Riess dispels rumors about ASL program’s discontinuation

Concerns about the adjunct professor budget in the fall of 2015 led to the decision to put the American Sign Language program at Allegheny College on a one-year hiatus. By Feb. 24, 2016, Provost and Dean of the College Ron Cole evaluated the budget and was able to keep the ASL program for the 2016-17 academic year.

“I waited this year until I had an understanding of what potential courses we needed to fill with an adjunct position,” Cole said. “There were fewer adjunct needs than in the past.”

Some students enrolled in the ASL program have voiced concerns about the program being cut next academic year, but Barbara Riess, chair of the modern and classical languages department, said that is no longer the case.

“It is a rumor,” Riess said. “The department had to look at places where we can support growing languages and grow languages like Chinese and Arabic. So we had to actually make a choice…these American Sign Language courses didn’t support a language major or minor, [it] was not on any other people’s radar. So in having to make a choice between whether supporting the programs that we have or not, we decided to give the ASL program a year hiatus to deal with the budget shortfall that the college is facing at this time.”

Prior to reevaluating the budget, cutting ASL had the fewest consequences for other programs on campus, according to Riess. ASL functions as an individual program composed of two classes not connected to other areas of study.

Currently ASL resides under The Center for Language and Culture, with CLC 100 Sign Language I being offered in the fall and CLC 200 Sign Language II being offered in the spring. Eight students were enrolled in the program in the fall of 2015, with six students continuing in the spring of 2016. The class has a cap of 20 students.

“The Center for Language and Culture is a space designed for us to introduce the teaching of languages outside of our major, minor programs,” Reiss said. “So for example, Arabic and Chinese began in the Center for Language and Culture.”

Allyson Roach, ’16, sees the CLC designation as limiting the program’s potential.
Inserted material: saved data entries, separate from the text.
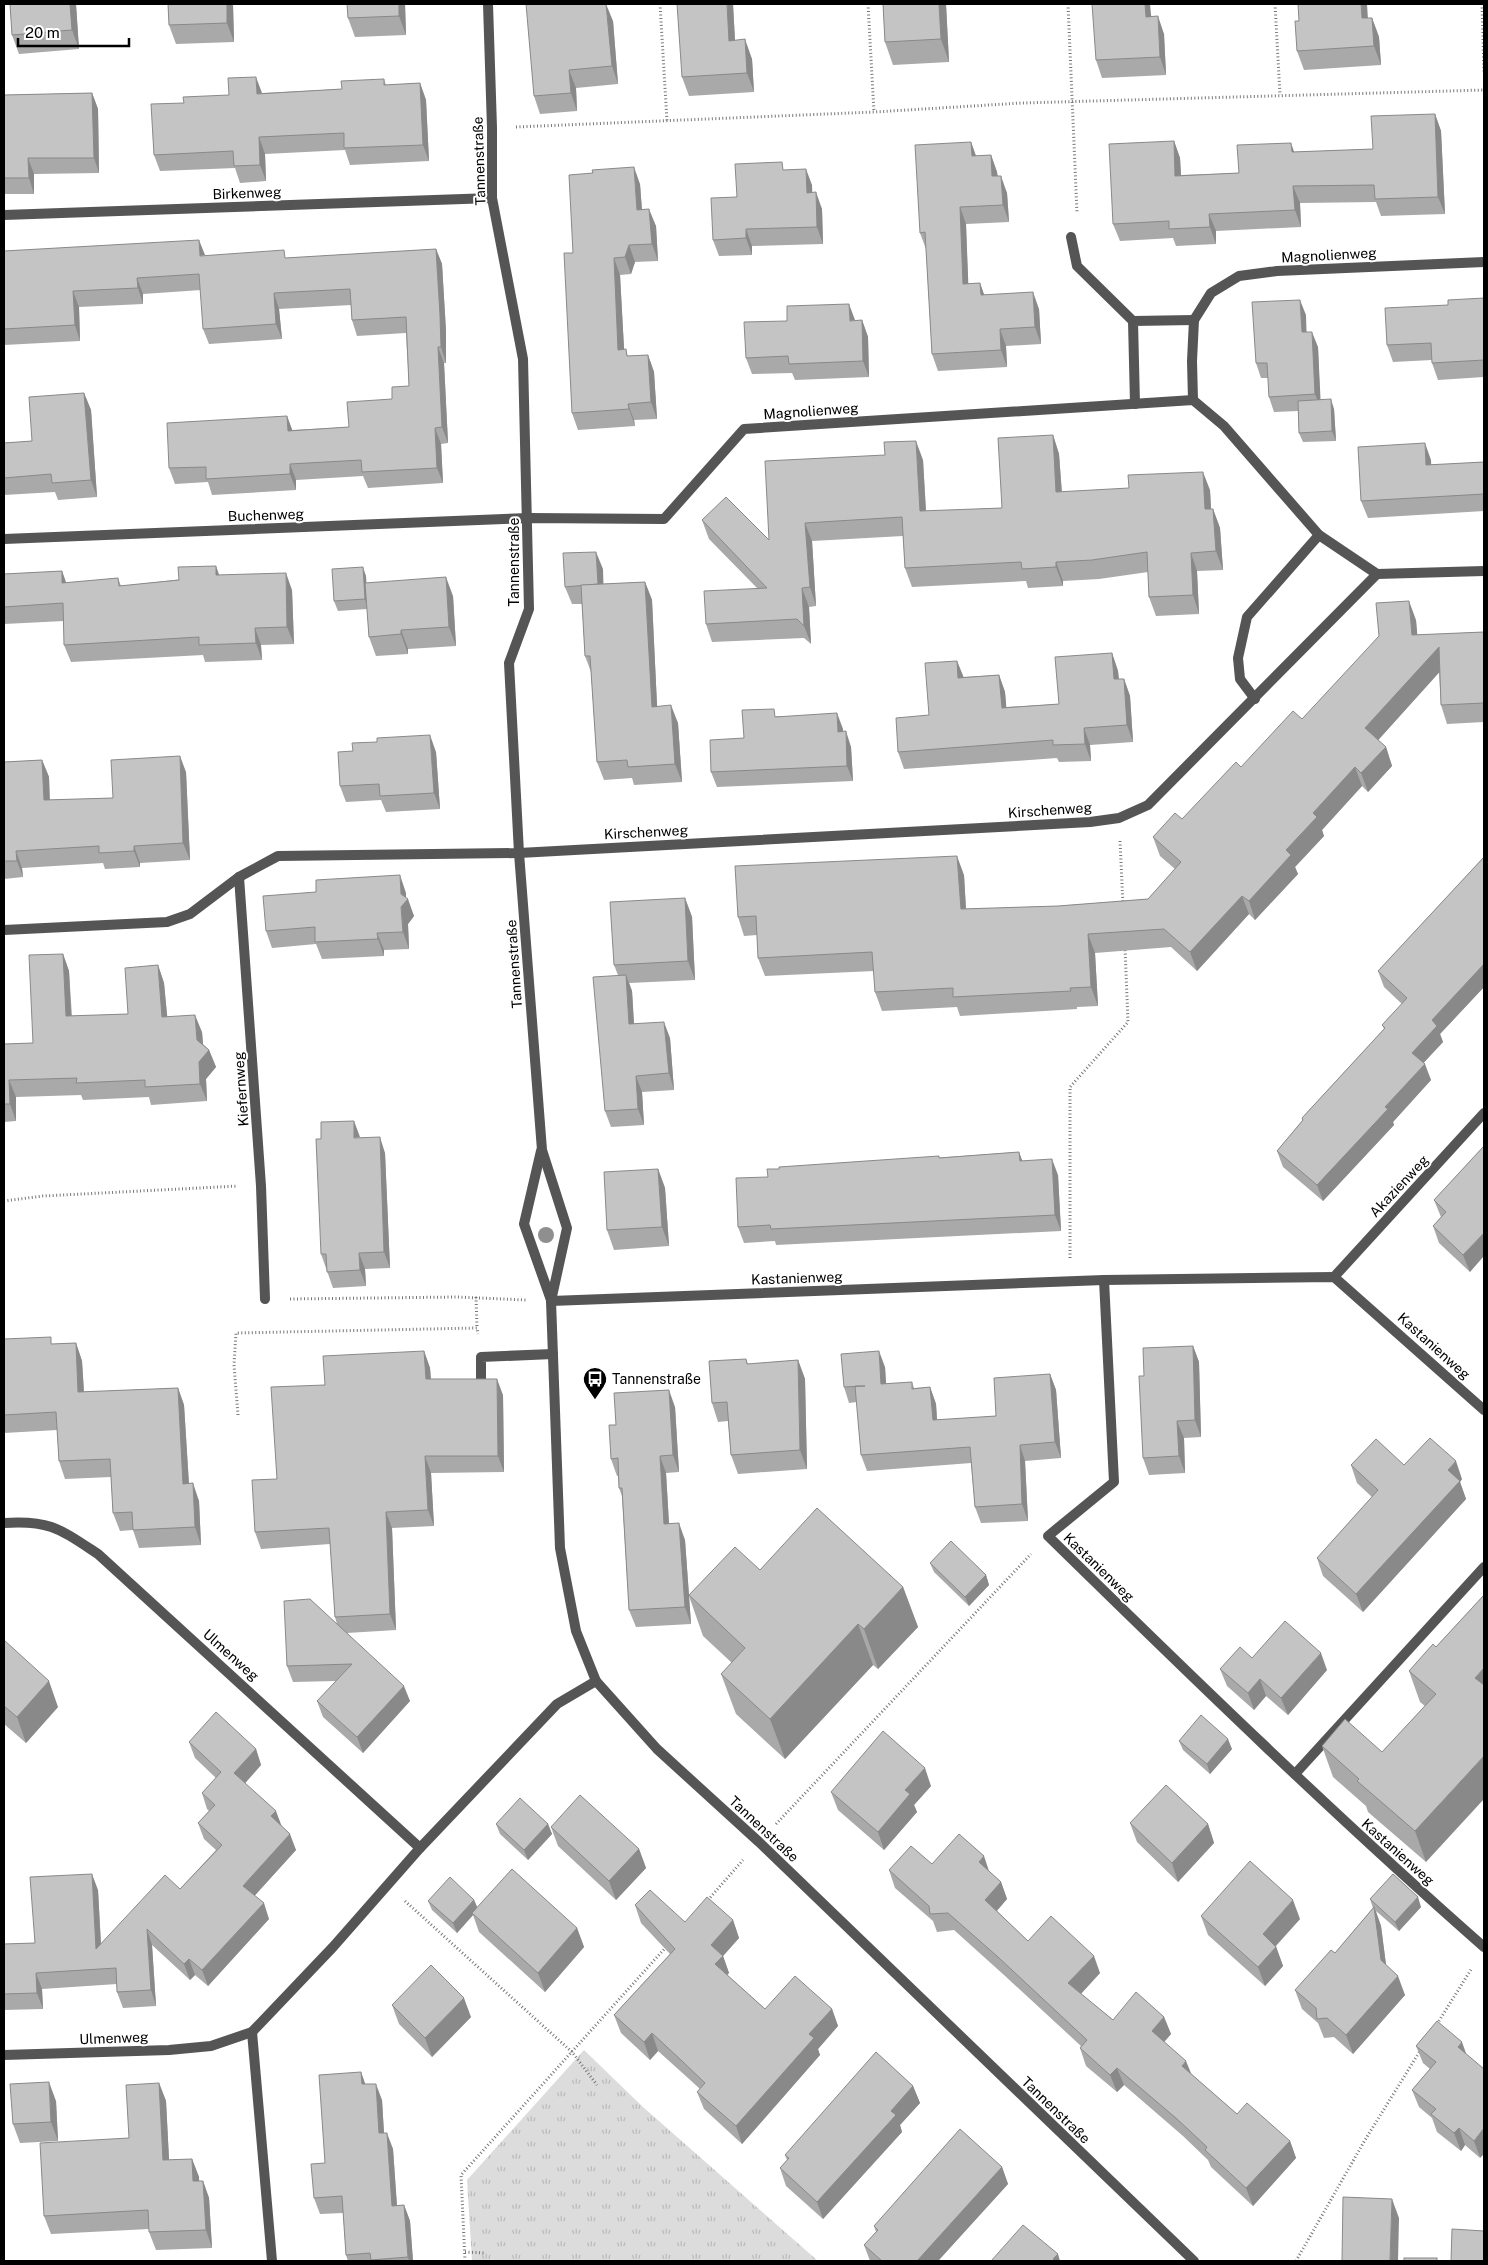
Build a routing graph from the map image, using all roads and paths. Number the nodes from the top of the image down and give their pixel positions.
1 (488, 4) edge
2 (660, 4) edge
3 (868, 4) edge
4 (1068, 4) edge
5 (1275, 4) edge
6 (1482, 4) edge
7 (1484, 72) edge
8 (1484, 90) edge
9 (1280, 95) junction
10 (1070, 102) junction
11 (874, 112) junction
12 (667, 121) junction
13 (492, 128) junction
14 (492, 198) junction
15 (4, 215) edge
16 (1071, 237) joint
17 (1484, 262) edge
18 (1194, 320) junction
19 (1133, 321) junction
20 (1193, 400) junction
21 (1135, 404) junction
22 (529, 518) junction
23 (1319, 535) junction
24 (4, 539) edge
25 (1484, 570) edge
26 (1377, 574) junction
27 (1255, 699) junction
28 (1119, 818) junction
29 (520, 853) junction
30 (239, 877) junction
31 (1123, 915) edge
32 (4, 930) edge
33 (1124, 944) edge
34 (1484, 1113) edge
35 (542, 1150) junction
36 (261, 1186) junction
37 (4, 1201) edge
38 (1334, 1277) junction
39 (1104, 1280) junction
40 (1069, 1281) junction
41 (476, 1298) junction
42 (265, 1299) joint
43 (551, 1301) junction
44 (478, 1328) junction
45 (553, 1354) junction
46 (481, 1357) junction
47 (482, 1384) edge
48 (1484, 1410) edge
49 (238, 1415) dead end
50 (4, 1523) edge
51 (1048, 1536) junction
52 (1484, 1567) edge
53 (596, 1681) junction
54 (1295, 1774) junction
55 (759, 1842) junction
56 (420, 1848) junction
57 (388, 1886) junction
58 (701, 1908) edge
59 (669, 1944) edge
60 (1484, 1947) edge
61 (1474, 1965) dead end
62 (252, 2032) junction
63 (1432, 2032) edge
64 (1422, 2048) edge
65 (572, 2052) junction
66 (4, 2055) edge
67 (597, 2085) dead end
68 (464, 2252) junction
69 (484, 2253) dead end
70 (272, 2261) edge
71 (465, 2261) edge
72 (1194, 2261) edge
73 (1296, 2261) edge

1 - 13 street, Tannenstraße
2 - 12 path
3 - 11 path
4 - 10 path
5 - 9 path
6 - 7 path
8 - 9 path
9 - 10 path
10 - 11 path
10 - 16 path
11 - 12 path
12 - 13 path
13 - 14 street, Tannenstraße
14 - 15 street, Birkenweg
14 - 22 street, Tannenstraße
16 - 19 street
17 - 18 street, Magnolienweg
18 - 19 street
18 - 20 street, Magnolienweg
19 - 21 street
20 - 21 street, Magnolienweg
20 - 23 street
21 - 22 street, Magnolienweg
22 - 24 street, Buchenweg
22 - 29 street, Tannenstraße
23 - 26 street
23 - 27 street
25 - 26 street
26 - 27 street, Kirschenweg
27 - 28 street, Kirschenweg
28 - 29 street, Kirschenweg
28 - 31 path
29 - 30 street
29 - 35 street, Tannenstraße
30 - 32 street
30 - 36 street, Kiefernweg
33 - 40 path
34 - 38 street, Akazienweg
35 - 43 street, Tannenstraße
35 - 43 street, Tannenstraße
36 - 37 path
36 - 42 street, Kiefernweg
38 - 39 street, Kastanienweg
38 - 48 street, Kastanienweg
39 - 40 street, Kastanienweg
39 - 51 street, Kastanienweg
40 - 43 street, Kastanienweg
41 - 42 path
41 - 43 path
41 - 44 path
43 - 45 street, Tannenstraße
44 - 46 path
44 - 49 path
45 - 46 street
45 - 53 street, Tannenstraße
46 - 47 street
50 - 56 street, Ulmenweg
51 - 54 street, Kastanienweg
51 - 55 path
52 - 54 street
53 - 55 street, Tannenstraße
53 - 56 street, Ulmenweg
54 - 60 street, Kastanienweg
55 - 58 path
55 - 72 street, Tannenstraße
56 - 57 street, Ulmenweg
57 - 62 street, Ulmenweg
57 - 65 path
59 - 65 path
61 - 63 path
62 - 66 street, Ulmenweg
62 - 70 street
64 - 73 path
65 - 67 path
65 - 68 path
68 - 69 path
68 - 71 path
“I think the problem with people not being interested is because it’s not widely known that the class is offered,” Roach said. “Like, it’s not under the languages category on WebAdvisor. It’s under CLC so if you don’t know what that means or to look there then you’re never going to know that the class is offered anyway.”

Roach has been formally studying ASL at Allegheny since the fall, but has had experience with sign language since she was a child.

“My cousin couldn’t communicate when she was younger by language so we learned sign language to communicate with her,” Roach said. “I just learned it by watching people.”

Roach hopes to go into social work after graduation and believes sign language is an important mode of communication in that field.

“You have to work with kids in special ed so that’s why I took it,” she said.

Katie McMurray, ’16, also began studying ASL in the fall and is enrolled in the spring course alongside Roach and four other classmates.

“I took it because I thought it would be fun, mostly,” McMurray said. “When I was little I learned baby signs. So like the alphabet, my name, food. I just thought it would be cool. I’m from Rochester, New York and there’s a large population of deaf people there. There’s a school for the deaf in the city…I just thought it would be useful I guess.”

The ASL courses meet once a week on Thursdays from 4:30 to 6 p.m. Students enrolled in the course are expected to be self-starters, studying the material on a daily basis. Because of this expectation, Riess explained that first-year students are not allowed to enroll in ASL.

“The program is not for everybody, but those who enter it end up transformed,” Riess said.